What is needed here is an exact copy of every entry.

---*---

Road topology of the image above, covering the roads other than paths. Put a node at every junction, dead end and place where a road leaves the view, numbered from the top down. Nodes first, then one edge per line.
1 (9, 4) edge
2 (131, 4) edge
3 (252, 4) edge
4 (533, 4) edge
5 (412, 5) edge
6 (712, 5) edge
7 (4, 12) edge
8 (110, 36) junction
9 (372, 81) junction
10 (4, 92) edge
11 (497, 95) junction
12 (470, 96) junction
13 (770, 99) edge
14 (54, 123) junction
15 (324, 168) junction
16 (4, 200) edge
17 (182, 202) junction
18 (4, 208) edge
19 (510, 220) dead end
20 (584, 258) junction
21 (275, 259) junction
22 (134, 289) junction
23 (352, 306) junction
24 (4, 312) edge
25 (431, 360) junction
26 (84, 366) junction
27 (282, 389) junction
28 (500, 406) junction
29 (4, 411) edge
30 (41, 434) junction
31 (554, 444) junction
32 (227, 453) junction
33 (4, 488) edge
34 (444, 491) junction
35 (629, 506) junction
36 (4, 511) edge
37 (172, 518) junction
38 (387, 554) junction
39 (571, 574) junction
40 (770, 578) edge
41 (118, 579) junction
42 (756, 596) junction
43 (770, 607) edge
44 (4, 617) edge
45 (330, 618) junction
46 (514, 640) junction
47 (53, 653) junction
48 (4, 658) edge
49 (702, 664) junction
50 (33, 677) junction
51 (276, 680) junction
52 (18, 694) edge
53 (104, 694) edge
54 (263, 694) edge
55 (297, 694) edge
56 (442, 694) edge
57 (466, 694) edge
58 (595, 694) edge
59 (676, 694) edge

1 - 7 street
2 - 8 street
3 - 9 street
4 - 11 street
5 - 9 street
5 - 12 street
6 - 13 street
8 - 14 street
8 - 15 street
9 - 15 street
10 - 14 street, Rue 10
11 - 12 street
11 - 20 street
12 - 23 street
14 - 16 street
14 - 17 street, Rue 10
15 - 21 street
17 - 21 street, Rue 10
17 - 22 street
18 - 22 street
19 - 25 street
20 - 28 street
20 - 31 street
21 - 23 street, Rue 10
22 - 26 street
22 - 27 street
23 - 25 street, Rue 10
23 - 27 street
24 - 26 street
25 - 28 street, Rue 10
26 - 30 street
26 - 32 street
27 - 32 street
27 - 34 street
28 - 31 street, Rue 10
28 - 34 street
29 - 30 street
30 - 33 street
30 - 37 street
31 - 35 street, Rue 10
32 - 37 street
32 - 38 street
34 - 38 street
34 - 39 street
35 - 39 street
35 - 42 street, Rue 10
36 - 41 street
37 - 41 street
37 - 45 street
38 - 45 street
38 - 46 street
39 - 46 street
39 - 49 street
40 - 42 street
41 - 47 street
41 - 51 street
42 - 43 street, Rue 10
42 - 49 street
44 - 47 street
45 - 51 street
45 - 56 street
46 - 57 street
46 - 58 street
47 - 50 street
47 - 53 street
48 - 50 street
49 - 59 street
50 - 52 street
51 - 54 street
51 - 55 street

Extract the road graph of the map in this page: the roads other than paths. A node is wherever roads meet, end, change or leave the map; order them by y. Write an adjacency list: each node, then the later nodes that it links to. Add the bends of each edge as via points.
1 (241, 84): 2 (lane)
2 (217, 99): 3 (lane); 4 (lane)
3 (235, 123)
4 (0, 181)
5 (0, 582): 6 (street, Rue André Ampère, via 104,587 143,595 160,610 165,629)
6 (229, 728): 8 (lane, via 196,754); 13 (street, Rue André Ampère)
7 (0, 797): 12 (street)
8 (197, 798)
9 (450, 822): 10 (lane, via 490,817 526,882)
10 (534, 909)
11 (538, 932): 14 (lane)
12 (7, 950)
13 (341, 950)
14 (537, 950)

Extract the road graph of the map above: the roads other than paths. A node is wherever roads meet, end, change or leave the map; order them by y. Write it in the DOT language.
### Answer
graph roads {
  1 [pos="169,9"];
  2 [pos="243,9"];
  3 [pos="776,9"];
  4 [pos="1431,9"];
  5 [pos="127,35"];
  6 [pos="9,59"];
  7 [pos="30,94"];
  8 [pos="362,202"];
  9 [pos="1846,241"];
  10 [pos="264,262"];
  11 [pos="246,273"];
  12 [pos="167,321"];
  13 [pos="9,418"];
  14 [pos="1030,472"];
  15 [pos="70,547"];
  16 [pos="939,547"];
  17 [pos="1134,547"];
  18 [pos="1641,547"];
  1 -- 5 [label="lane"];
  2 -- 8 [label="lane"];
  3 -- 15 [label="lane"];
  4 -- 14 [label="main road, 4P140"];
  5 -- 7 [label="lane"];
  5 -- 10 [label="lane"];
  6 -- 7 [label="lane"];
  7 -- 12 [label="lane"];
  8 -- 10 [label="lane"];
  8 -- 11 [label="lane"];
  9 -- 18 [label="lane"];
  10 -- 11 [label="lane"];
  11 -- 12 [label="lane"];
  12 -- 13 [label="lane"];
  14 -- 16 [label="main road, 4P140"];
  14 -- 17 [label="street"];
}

---*---

FINISHED EXERCISE:
Road topology of the image above, covering the roads other than paths. Put a node at every junction, dead end and place where a road leaves the view, numbered from the top down. Nodes first, then one edge per line.
1 (9, 4) edge
2 (131, 4) edge
3 (252, 4) edge
4 (533, 4) edge
5 (412, 5) edge
6 (712, 5) edge
7 (4, 12) edge
8 (110, 36) junction
9 (372, 81) junction
10 (4, 92) edge
11 (497, 95) junction
12 (470, 96) junction
13 (770, 99) edge
14 (54, 123) junction
15 (324, 168) junction
16 (4, 200) edge
17 (182, 202) junction
18 (4, 208) edge
19 (510, 220) dead end
20 (584, 258) junction
21 (275, 259) junction
22 (134, 289) junction
23 (352, 306) junction
24 (4, 312) edge
25 (431, 360) junction
26 (84, 366) junction
27 (282, 389) junction
28 (500, 406) junction
29 (4, 411) edge
30 (41, 434) junction
31 (554, 444) junction
32 (227, 453) junction
33 (4, 488) edge
34 (444, 491) junction
35 (629, 506) junction
36 (4, 511) edge
37 (172, 518) junction
38 (387, 554) junction
39 (571, 574) junction
40 (770, 578) edge
41 (118, 579) junction
42 (756, 596) junction
43 (770, 607) edge
44 (4, 617) edge
45 (330, 618) junction
46 (514, 640) junction
47 (53, 653) junction
48 (4, 658) edge
49 (702, 664) junction
50 (33, 677) junction
51 (276, 680) junction
52 (18, 694) edge
53 (104, 694) edge
54 (263, 694) edge
55 (297, 694) edge
56 (442, 694) edge
57 (466, 694) edge
58 (595, 694) edge
59 (676, 694) edge

1 - 7 street
2 - 8 street
3 - 9 street
4 - 11 street
5 - 9 street
5 - 12 street
6 - 13 street
8 - 14 street
8 - 15 street
9 - 15 street
10 - 14 street, Rue 10
11 - 12 street
11 - 20 street
12 - 23 street
14 - 16 street
14 - 17 street, Rue 10
15 - 21 street
17 - 21 street, Rue 10
17 - 22 street
18 - 22 street
19 - 25 street
20 - 28 street
20 - 31 street
21 - 23 street, Rue 10
22 - 26 street
22 - 27 street
23 - 25 street, Rue 10
23 - 27 street
24 - 26 street
25 - 28 street, Rue 10
26 - 30 street
26 - 32 street
27 - 32 street
27 - 34 street
28 - 31 street, Rue 10
28 - 34 street
29 - 30 street
30 - 33 street
30 - 37 street
31 - 35 street, Rue 10
32 - 37 street
32 - 38 street
34 - 38 street
34 - 39 street
35 - 39 street
35 - 42 street, Rue 10
36 - 41 street
37 - 41 street
37 - 45 street
38 - 45 street
38 - 46 street
39 - 46 street
39 - 49 street
40 - 42 street
41 - 47 street
41 - 51 street
42 - 43 street, Rue 10
42 - 49 street
44 - 47 street
45 - 51 street
45 - 56 street
46 - 57 street
46 - 58 street
47 - 50 street
47 - 53 street
48 - 50 street
49 - 59 street
50 - 52 street
51 - 54 street
51 - 55 street

Extract the road graph of the map in this page: the roads other than paths. A node is wherever roads meet, end, change or leave the map; order them by y. Write an adjacency list: each node, then the later nodes that it links to. Add the bends of each edge as via points.
1 (241, 84): 2 (lane)
2 (217, 99): 3 (lane); 4 (lane)
3 (235, 123)
4 (0, 181)
5 (0, 582): 6 (street, Rue André Ampère, via 104,587 143,595 160,610 165,629)
6 (229, 728): 8 (lane, via 196,754); 13 (street, Rue André Ampère)
7 (0, 797): 12 (street)
8 (197, 798)
9 (450, 822): 10 (lane, via 490,817 526,882)
10 (534, 909)
11 (538, 932): 14 (lane)
12 (7, 950)
13 (341, 950)
14 (537, 950)

Extract the road graph of the map above: the roads other than paths. A node is wherever roads meet, end, change or leave the map; order them by y. Write it in the DOT language.
### Answer
graph roads {
  1 [pos="169,9"];
  2 [pos="243,9"];
  3 [pos="776,9"];
  4 [pos="1431,9"];
  5 [pos="127,35"];
  6 [pos="9,59"];
  7 [pos="30,94"];
  8 [pos="362,202"];
  9 [pos="1846,241"];
  10 [pos="264,262"];
  11 [pos="246,273"];
  12 [pos="167,321"];
  13 [pos="9,418"];
  14 [pos="1030,472"];
  15 [pos="70,547"];
  16 [pos="939,547"];
  17 [pos="1134,547"];
  18 [pos="1641,547"];
  1 -- 5 [label="lane"];
  2 -- 8 [label="lane"];
  3 -- 15 [label="lane"];
  4 -- 14 [label="main road, 4P140"];
  5 -- 7 [label="lane"];
  5 -- 10 [label="lane"];
  6 -- 7 [label="lane"];
  7 -- 12 [label="lane"];
  8 -- 10 [label="lane"];
  8 -- 11 [label="lane"];
  9 -- 18 [label="lane"];
  10 -- 11 [label="lane"];
  11 -- 12 [label="lane"];
  12 -- 13 [label="lane"];
  14 -- 16 [label="main road, 4P140"];
  14 -- 17 [label="street"];
}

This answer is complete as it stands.